When you send a HTTP request to some .php file, that scripts executes on a server, and everything that you said "echo" or "print", on the end of script, is automaticaly sent as HTTP response. You don't actualy have to write any code to send a HTTP response. Its done automaticaly. You just have to echo/print whatever you need on the client side. In your case, you need to print options for particular country.
How the script knows for which country it needs to select cities from database?

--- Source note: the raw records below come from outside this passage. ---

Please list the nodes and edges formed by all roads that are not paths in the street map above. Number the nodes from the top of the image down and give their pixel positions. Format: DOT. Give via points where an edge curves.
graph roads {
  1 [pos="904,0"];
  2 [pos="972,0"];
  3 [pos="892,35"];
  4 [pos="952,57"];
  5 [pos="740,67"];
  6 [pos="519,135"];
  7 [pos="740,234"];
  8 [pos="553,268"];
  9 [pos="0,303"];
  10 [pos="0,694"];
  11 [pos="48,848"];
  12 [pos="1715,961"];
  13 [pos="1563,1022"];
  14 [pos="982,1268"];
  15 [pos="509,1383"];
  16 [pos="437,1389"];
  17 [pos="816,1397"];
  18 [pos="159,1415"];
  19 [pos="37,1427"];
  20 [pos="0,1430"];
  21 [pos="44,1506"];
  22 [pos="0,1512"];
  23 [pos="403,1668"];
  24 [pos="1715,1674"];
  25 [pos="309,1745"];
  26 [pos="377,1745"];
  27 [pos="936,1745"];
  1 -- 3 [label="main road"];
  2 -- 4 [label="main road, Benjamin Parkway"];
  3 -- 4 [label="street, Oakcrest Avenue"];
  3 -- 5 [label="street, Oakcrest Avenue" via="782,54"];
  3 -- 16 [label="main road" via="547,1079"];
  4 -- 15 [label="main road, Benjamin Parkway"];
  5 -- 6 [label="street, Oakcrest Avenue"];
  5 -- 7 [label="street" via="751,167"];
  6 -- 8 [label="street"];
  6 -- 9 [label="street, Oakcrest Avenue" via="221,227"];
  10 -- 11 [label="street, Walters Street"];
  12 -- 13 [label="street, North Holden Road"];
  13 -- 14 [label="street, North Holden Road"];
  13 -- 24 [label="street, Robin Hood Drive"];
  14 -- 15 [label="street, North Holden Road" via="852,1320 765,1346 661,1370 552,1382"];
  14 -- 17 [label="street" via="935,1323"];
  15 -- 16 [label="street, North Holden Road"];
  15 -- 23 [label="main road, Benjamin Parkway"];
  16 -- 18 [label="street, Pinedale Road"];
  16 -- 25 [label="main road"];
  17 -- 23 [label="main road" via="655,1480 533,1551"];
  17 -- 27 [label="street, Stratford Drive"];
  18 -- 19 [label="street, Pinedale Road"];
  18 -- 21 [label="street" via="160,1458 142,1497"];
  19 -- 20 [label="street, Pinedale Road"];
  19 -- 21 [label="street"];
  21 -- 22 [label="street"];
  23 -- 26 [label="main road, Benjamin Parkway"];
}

Well, you send HTTP request with a parameter "country". That is what you Form is doing automaticaly when you submit it. All HTML tags that are inside Form, and have a name attribute set, are gonna be send in HTTP request as parameters. But, since you cannot use submit, you must do this manualy.
To send a parameter inside HTTP GET request is very simple.
Have a look at the following url:
localhost/getCities?country=countryX&someOtherParam=something&myThirdParam=something3
On server side, the following variables are gonna be populated:
$_GET["country"] // value is 'countryX'
$_GET["someOtherParam"] // value is 'something'
$_GET["myThirdParam"] // value is 'something3'
To learn more about how GET and POST works, and what is the difference, check this
Get started by creating a getCities.php file, and copy paste the code that communicates with database and generates city options. It's basically what you already did, you just have to put that code in separate .php file. So, when a client (browser) asks for a list of cities in particular country, you are going to send a HTTP request (using httpGetAsync() function) to get that list from the server.
In your index.php copy paste this script
<script>
function populateCities(citiesSelectBoxOptions){
document.getElementById("city").innerHTML = citiesSelectBoxOptions;
}
function httpGetAsync(theUrl, callback)
{
alert(theUrl);
var xmlHttp = new XMLHttpRequest();
xmlHttp.onreadystatechange = function() {
if (xmlHttp.readyState == 4 && xmlHttp.status == 200)
callback(xmlHttp.responseText);
}
xmlHttp.open("GET", theUrl, true); // true for asynchronous
xmlHttp.send(null);
}
</script>
Next, put onchange attribute on select box, remember, its all lower case, not onChange.
<select name="country" id="country" onchange="httpGetAsync('localhost/getCities?country=' + this.value, populateCities)">
For any question just ask... :)
Well, I suppose one way to do it would be with jQuery.
There's probably a few different ways to do this, but what you could do, is load all the cities into the city drop-down, regardless of country, but change the printf for the city options like this.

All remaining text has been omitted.